Времена эти всё же вспоминаются с определённым удовольствием. Захламлённое пространство комнаты, во всю стену специальное редакционное немытое неудобное окно; испанские или итальянские правые плакаты на стенах, книги изданные Дугиным в початых, надорванных пачках. То было начало движения, — его самая начальная пора. отцы основатели движения собрались волею судеб вместе и «замутили», как говорят на тюрьме, национал — большевистское движение. Каждый, на исключая и Тараса Рабко (который если не принёс идеологический момент, то внёс народную энергию в дело) принёс в дело свою долю, свою контрибуцию. Честь нам и слава за это.
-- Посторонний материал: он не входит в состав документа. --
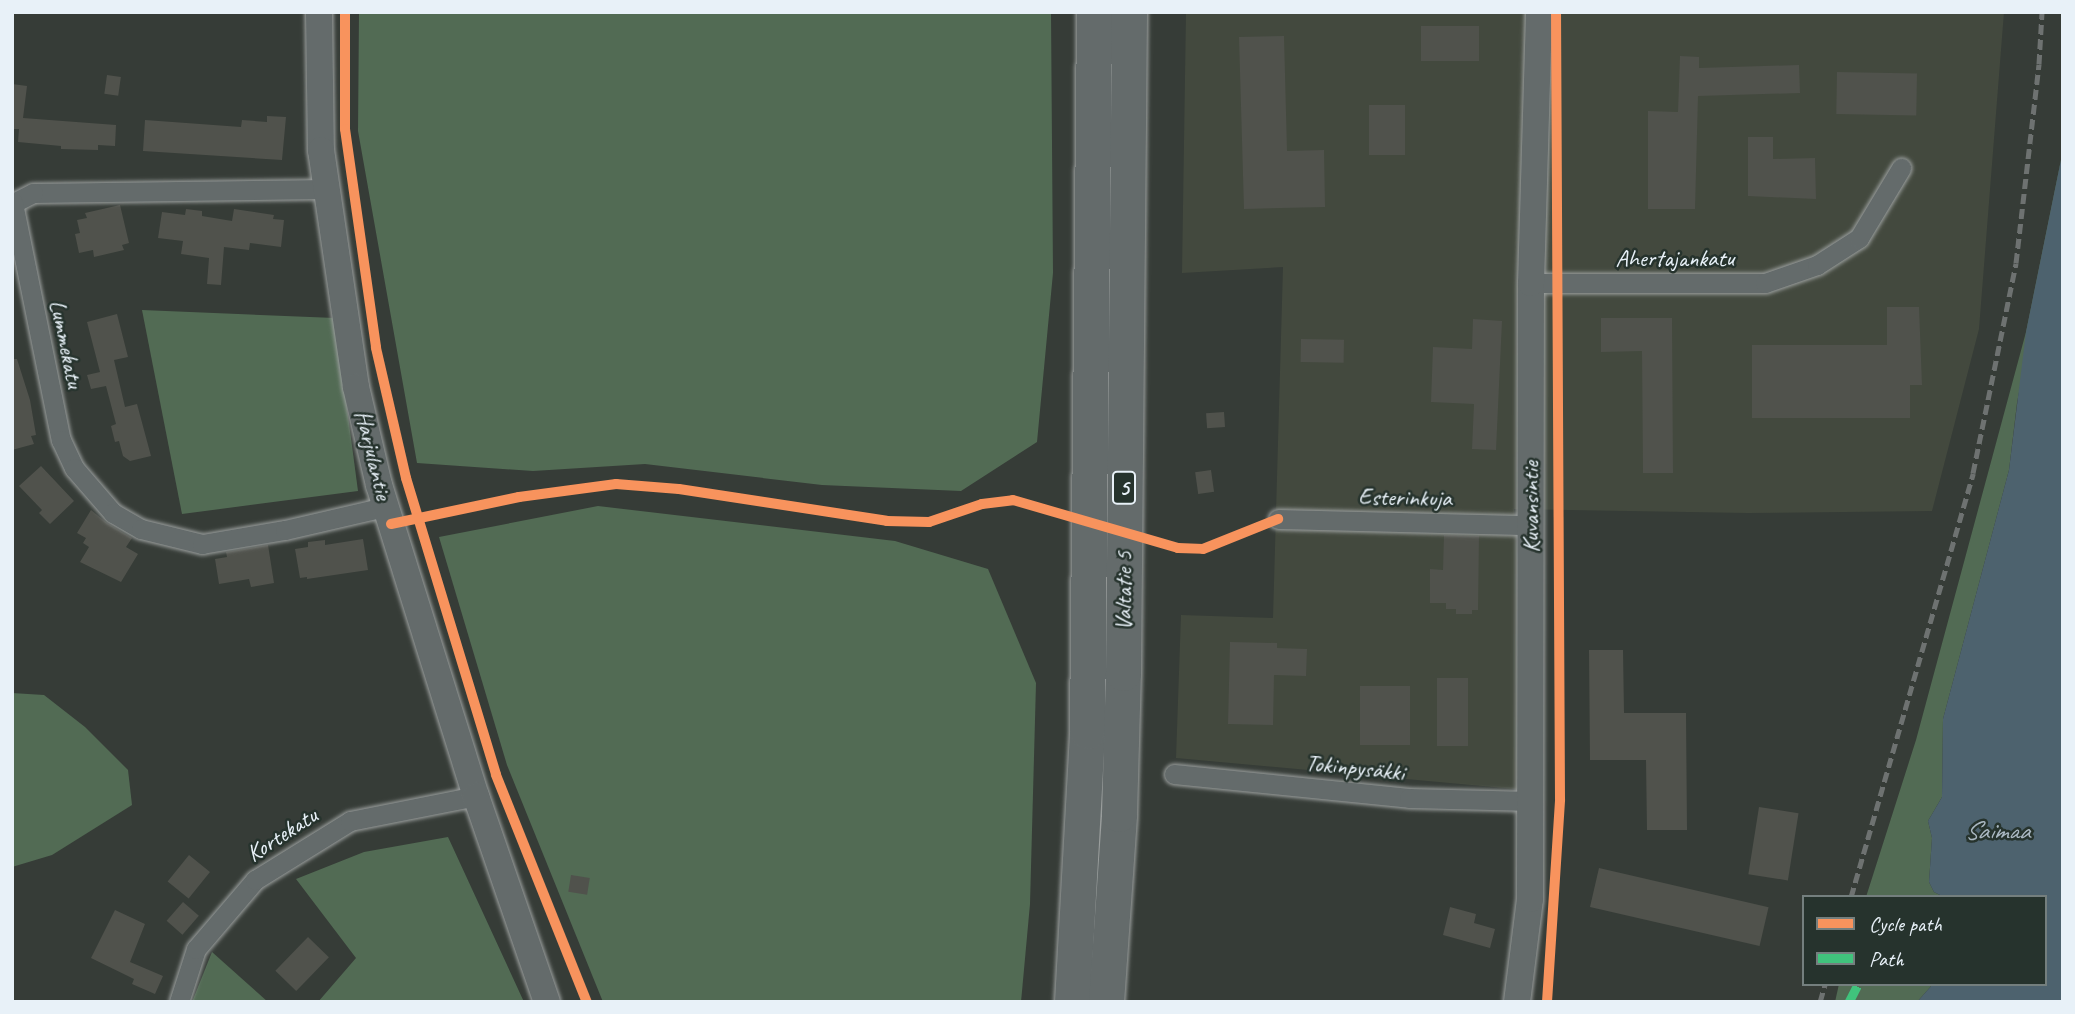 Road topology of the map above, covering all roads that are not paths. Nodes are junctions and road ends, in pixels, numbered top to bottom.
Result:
1 (319, 12) edge
2 (1094, 12) edge
3 (1129, 12) edge
4 (1539, 12) edge
5 (1901, 168) dead end
6 (327, 189) junction
7 (1531, 283) junction
8 (385, 507) junction
9 (1278, 519) dead end
10 (1531, 525) junction
11 (1174, 774) dead end
12 (476, 796) junction
13 (1532, 801) junction
14 (179, 1002) edge
15 (547, 1002) edge
16 (1072, 1002) edge
17 (1106, 1002) edge
18 (1517, 1002) edge

1 - 6 street, Harjulantie
2 - 16 highway, Valtatie 5 / 5
3 - 17 highway, Valtatie 5 / 5
4 - 7 street, Kuvansintie
5 - 7 street, Ahertajankatu
6 - 8 street, Harjulantie
6 - 8 street, Lummekatu
7 - 10 street, Kuvansintie
8 - 12 street, Harjulantie
9 - 10 street, Esterinkuja
10 - 13 street, Kuvansintie
11 - 13 street, Tokinpysäkki
12 - 14 street, Kortekatu
12 - 15 street, Harjulantie
13 - 18 street, Kuvansintie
ГЛАВА VII. СКАЗОЧНИК ДУГИН.
Дугин принёс правые импульсы, правые сказки, мифы и легенды. Правую энергию. Правый неотразимый романтизм, которому невозможно было противостоять. Он как бы расшифровывал и переводил тот яркий шок, который советский ребёнок испытывал при произношении какой-нибудь аббревиатуры «SS». Дугин говорил о доселе запрещённом, потому был невозможно романтичен. Не думаю, что у Дугина вообще была когда-либо какая-либо устойчивая идеология или будет. Он как хамелеон или кто там, спрут, — короче животное мимикрирующее под цвет среды в которой оказалось: жил тогда в фашистской среде и потому ходил в правых фашистских цветах. Он тогда изучал фашизм, пожирал все попадающиеся ему книги о фашизме, национал-социализме, вообще правых. И выдавал свои свежеприобретённые сведения русскому миру, в виде статей в журнале «Элементы», статей в газете «День». Он издавал в начале 90-х книги — среди прочего мистика Майринка и позднее Эволу со своими предисловиями. Самой неумелой наивной продукцией Дугина является его ранний журнал «Гиперборея», но и в нём он умудрялся дать обществу духовную пищу — впервые переведён был лунатик Мигель Серрано, например.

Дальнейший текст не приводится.